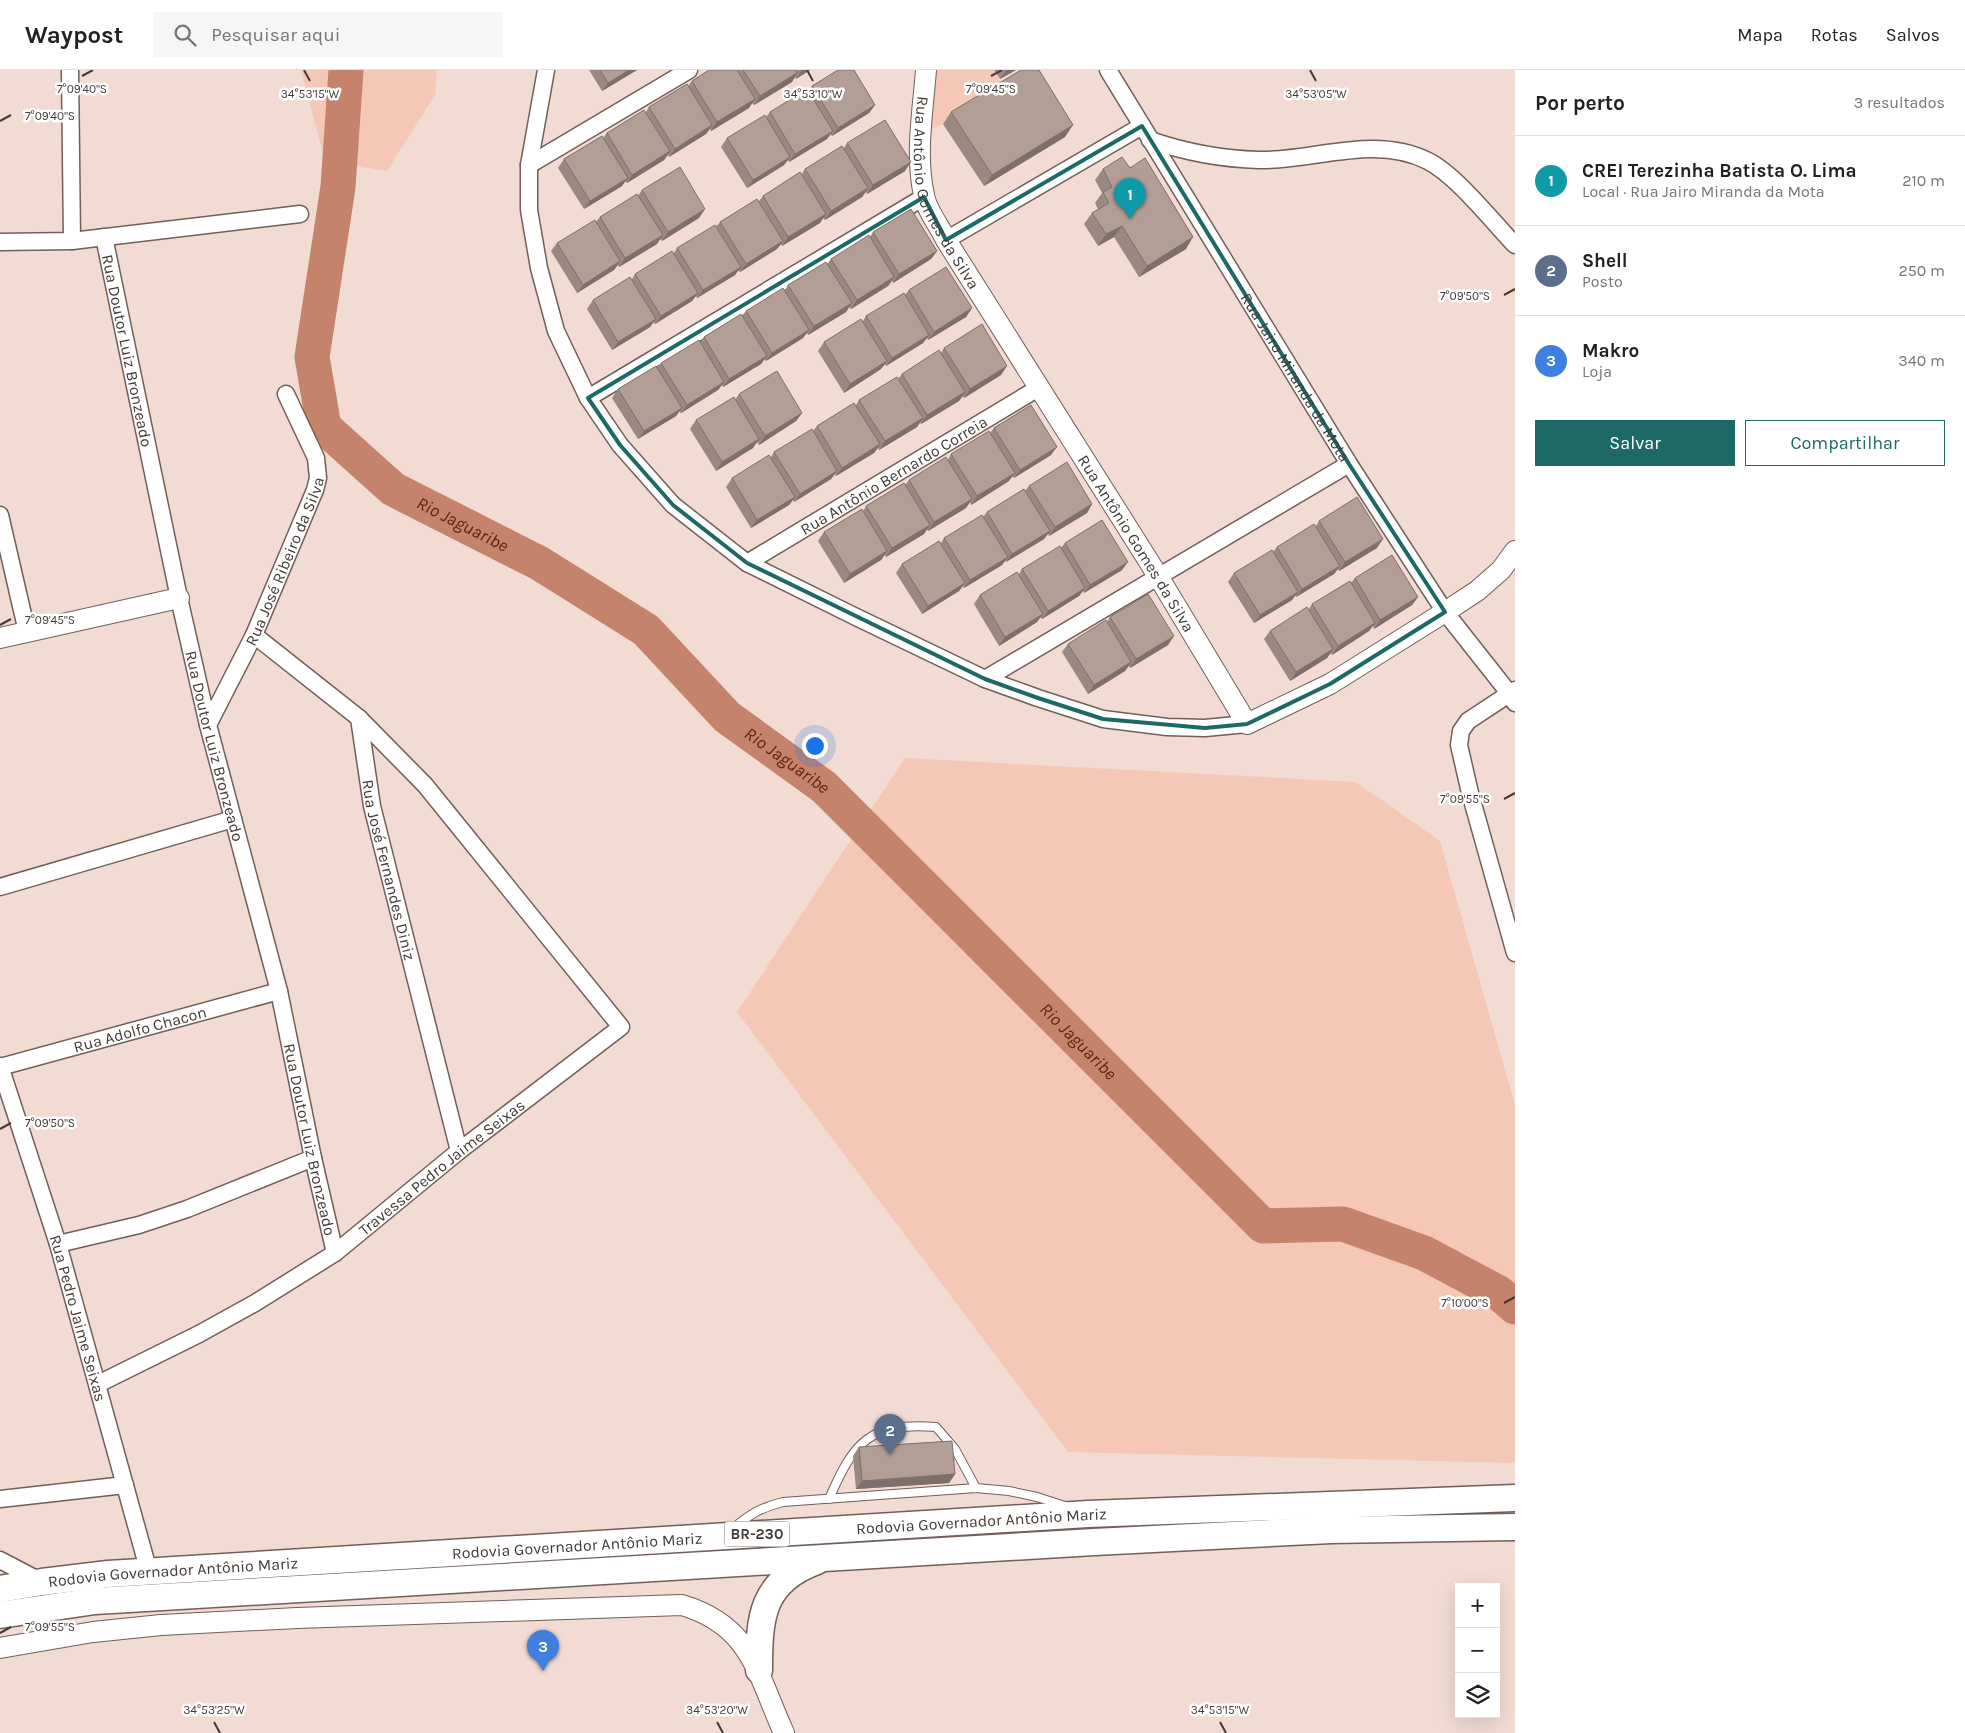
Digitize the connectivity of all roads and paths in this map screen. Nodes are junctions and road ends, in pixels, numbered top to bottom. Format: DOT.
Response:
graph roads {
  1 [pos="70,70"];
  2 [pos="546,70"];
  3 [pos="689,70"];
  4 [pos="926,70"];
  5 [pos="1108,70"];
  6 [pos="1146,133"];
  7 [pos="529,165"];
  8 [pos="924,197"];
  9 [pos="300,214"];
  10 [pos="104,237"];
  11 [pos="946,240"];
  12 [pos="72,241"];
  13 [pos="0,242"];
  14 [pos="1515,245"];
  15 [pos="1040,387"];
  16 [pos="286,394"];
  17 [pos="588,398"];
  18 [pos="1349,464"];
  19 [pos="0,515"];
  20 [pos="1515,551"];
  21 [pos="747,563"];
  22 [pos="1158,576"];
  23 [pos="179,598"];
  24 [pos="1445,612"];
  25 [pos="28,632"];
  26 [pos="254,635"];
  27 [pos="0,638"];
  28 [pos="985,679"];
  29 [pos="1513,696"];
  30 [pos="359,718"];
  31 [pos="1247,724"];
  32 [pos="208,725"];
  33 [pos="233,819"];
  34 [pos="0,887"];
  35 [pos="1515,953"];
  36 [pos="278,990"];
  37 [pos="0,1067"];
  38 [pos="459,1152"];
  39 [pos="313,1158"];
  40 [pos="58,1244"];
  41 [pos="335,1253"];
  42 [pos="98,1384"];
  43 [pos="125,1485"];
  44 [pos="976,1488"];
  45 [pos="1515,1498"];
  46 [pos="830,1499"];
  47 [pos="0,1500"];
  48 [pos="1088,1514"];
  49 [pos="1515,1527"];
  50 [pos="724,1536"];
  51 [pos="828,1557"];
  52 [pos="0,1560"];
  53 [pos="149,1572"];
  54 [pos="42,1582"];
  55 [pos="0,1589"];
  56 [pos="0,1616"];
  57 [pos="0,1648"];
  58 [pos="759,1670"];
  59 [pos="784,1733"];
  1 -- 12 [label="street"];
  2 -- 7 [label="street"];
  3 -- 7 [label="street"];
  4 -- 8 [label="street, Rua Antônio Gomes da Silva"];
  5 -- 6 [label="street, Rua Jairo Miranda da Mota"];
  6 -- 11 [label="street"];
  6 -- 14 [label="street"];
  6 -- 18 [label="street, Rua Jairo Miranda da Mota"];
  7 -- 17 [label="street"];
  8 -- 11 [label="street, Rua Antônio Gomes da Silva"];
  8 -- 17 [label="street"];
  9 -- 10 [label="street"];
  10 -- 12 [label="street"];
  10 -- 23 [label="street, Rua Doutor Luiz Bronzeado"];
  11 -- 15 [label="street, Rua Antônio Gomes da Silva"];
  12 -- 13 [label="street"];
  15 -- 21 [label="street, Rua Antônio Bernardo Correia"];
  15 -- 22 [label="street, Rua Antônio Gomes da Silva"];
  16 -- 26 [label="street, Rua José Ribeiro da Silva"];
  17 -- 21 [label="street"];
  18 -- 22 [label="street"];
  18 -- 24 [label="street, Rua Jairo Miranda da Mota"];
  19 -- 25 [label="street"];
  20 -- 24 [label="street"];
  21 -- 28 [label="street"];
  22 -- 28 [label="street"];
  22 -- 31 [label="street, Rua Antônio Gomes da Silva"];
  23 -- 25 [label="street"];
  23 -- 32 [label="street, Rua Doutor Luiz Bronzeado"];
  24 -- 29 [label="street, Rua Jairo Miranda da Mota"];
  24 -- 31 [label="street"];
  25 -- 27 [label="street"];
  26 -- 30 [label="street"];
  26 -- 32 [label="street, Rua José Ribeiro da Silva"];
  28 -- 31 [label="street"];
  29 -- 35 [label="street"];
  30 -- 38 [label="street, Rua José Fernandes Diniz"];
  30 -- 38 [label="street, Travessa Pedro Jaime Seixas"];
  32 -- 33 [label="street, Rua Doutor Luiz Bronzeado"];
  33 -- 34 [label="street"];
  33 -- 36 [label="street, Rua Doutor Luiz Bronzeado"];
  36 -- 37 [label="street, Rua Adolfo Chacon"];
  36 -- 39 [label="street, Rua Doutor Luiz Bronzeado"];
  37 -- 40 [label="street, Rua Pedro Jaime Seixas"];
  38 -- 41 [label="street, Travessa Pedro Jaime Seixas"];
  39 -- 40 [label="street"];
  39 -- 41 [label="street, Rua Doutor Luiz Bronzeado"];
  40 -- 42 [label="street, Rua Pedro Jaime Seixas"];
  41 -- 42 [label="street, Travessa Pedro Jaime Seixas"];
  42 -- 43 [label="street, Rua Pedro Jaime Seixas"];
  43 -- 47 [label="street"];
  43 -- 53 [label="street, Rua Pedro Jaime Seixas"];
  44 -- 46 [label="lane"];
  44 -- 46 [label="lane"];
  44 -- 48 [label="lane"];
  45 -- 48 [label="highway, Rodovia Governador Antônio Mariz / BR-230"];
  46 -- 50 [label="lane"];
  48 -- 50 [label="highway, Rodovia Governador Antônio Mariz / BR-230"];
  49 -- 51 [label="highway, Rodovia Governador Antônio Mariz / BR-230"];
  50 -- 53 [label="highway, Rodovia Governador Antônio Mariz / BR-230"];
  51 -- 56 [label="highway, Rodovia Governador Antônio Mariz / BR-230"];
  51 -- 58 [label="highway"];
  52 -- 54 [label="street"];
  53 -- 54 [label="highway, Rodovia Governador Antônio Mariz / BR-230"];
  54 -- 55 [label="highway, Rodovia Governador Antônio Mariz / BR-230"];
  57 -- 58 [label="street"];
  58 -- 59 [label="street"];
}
____
## WHAT THE TASK REQUIRES
Each line of the records is to be reproduced exactly, and each picture dropped.

## RESULT
Digitize the connectivity of all roads and paths in this map screen. Nodes are junctions and road ends, in pixels, numbered top to bottom. Format: DOT.
Response:
graph roads {
  1 [pos="70,70"];
  2 [pos="546,70"];
  3 [pos="689,70"];
  4 [pos="926,70"];
  5 [pos="1108,70"];
  6 [pos="1146,133"];
  7 [pos="529,165"];
  8 [pos="924,197"];
  9 [pos="300,214"];
  10 [pos="104,237"];
  11 [pos="946,240"];
  12 [pos="72,241"];
  13 [pos="0,242"];
  14 [pos="1515,245"];
  15 [pos="1040,387"];
  16 [pos="286,394"];
  17 [pos="588,398"];
  18 [pos="1349,464"];
  19 [pos="0,515"];
  20 [pos="1515,551"];
  21 [pos="747,563"];
  22 [pos="1158,576"];
  23 [pos="179,598"];
  24 [pos="1445,612"];
  25 [pos="28,632"];
  26 [pos="254,635"];
  27 [pos="0,638"];
  28 [pos="985,679"];
  29 [pos="1513,696"];
  30 [pos="359,718"];
  31 [pos="1247,724"];
  32 [pos="208,725"];
  33 [pos="233,819"];
  34 [pos="0,887"];
  35 [pos="1515,953"];
  36 [pos="278,990"];
  37 [pos="0,1067"];
  38 [pos="459,1152"];
  39 [pos="313,1158"];
  40 [pos="58,1244"];
  41 [pos="335,1253"];
  42 [pos="98,1384"];
  43 [pos="125,1485"];
  44 [pos="976,1488"];
  45 [pos="1515,1498"];
  46 [pos="830,1499"];
  47 [pos="0,1500"];
  48 [pos="1088,1514"];
  49 [pos="1515,1527"];
  50 [pos="724,1536"];
  51 [pos="828,1557"];
  52 [pos="0,1560"];
  53 [pos="149,1572"];
  54 [pos="42,1582"];
  55 [pos="0,1589"];
  56 [pos="0,1616"];
  57 [pos="0,1648"];
  58 [pos="759,1670"];
  59 [pos="784,1733"];
  1 -- 12 [label="street"];
  2 -- 7 [label="street"];
  3 -- 7 [label="street"];
  4 -- 8 [label="street, Rua Antônio Gomes da Silva"];
  5 -- 6 [label="street, Rua Jairo Miranda da Mota"];
  6 -- 11 [label="street"];
  6 -- 14 [label="street"];
  6 -- 18 [label="street, Rua Jairo Miranda da Mota"];
  7 -- 17 [label="street"];
  8 -- 11 [label="street, Rua Antônio Gomes da Silva"];
  8 -- 17 [label="street"];
  9 -- 10 [label="street"];
  10 -- 12 [label="street"];
  10 -- 23 [label="street, Rua Doutor Luiz Bronzeado"];
  11 -- 15 [label="street, Rua Antônio Gomes da Silva"];
  12 -- 13 [label="street"];
  15 -- 21 [label="street, Rua Antônio Bernardo Correia"];
  15 -- 22 [label="street, Rua Antônio Gomes da Silva"];
  16 -- 26 [label="street, Rua José Ribeiro da Silva"];
  17 -- 21 [label="street"];
  18 -- 22 [label="street"];
  18 -- 24 [label="street, Rua Jairo Miranda da Mota"];
  19 -- 25 [label="street"];
  20 -- 24 [label="street"];
  21 -- 28 [label="street"];
  22 -- 28 [label="street"];
  22 -- 31 [label="street, Rua Antônio Gomes da Silva"];
  23 -- 25 [label="street"];
  23 -- 32 [label="street, Rua Doutor Luiz Bronzeado"];
  24 -- 29 [label="street, Rua Jairo Miranda da Mota"];
  24 -- 31 [label="street"];
  25 -- 27 [label="street"];
  26 -- 30 [label="street"];
  26 -- 32 [label="street, Rua José Ribeiro da Silva"];
  28 -- 31 [label="street"];
  29 -- 35 [label="street"];
  30 -- 38 [label="street, Rua José Fernandes Diniz"];
  30 -- 38 [label="street, Travessa Pedro Jaime Seixas"];
  32 -- 33 [label="street, Rua Doutor Luiz Bronzeado"];
  33 -- 34 [label="street"];
  33 -- 36 [label="street, Rua Doutor Luiz Bronzeado"];
  36 -- 37 [label="street, Rua Adolfo Chacon"];
  36 -- 39 [label="street, Rua Doutor Luiz Bronzeado"];
  37 -- 40 [label="street, Rua Pedro Jaime Seixas"];
  38 -- 41 [label="street, Travessa Pedro Jaime Seixas"];
  39 -- 40 [label="street"];
  39 -- 41 [label="street, Rua Doutor Luiz Bronzeado"];
  40 -- 42 [label="street, Rua Pedro Jaime Seixas"];
  41 -- 42 [label="street, Travessa Pedro Jaime Seixas"];
  42 -- 43 [label="street, Rua Pedro Jaime Seixas"];
  43 -- 47 [label="street"];
  43 -- 53 [label="street, Rua Pedro Jaime Seixas"];
  44 -- 46 [label="lane"];
  44 -- 46 [label="lane"];
  44 -- 48 [label="lane"];
  45 -- 48 [label="highway, Rodovia Governador Antônio Mariz / BR-230"];
  46 -- 50 [label="lane"];
  48 -- 50 [label="highway, Rodovia Governador Antônio Mariz / BR-230"];
  49 -- 51 [label="highway, Rodovia Governador Antônio Mariz / BR-230"];
  50 -- 53 [label="highway, Rodovia Governador Antônio Mariz / BR-230"];
  51 -- 56 [label="highway, Rodovia Governador Antônio Mariz / BR-230"];
  51 -- 58 [label="highway"];
  52 -- 54 [label="street"];
  53 -- 54 [label="highway, Rodovia Governador Antônio Mariz / BR-230"];
  54 -- 55 [label="highway, Rodovia Governador Antônio Mariz / BR-230"];
  57 -- 58 [label="street"];
  58 -- 59 [label="street"];
}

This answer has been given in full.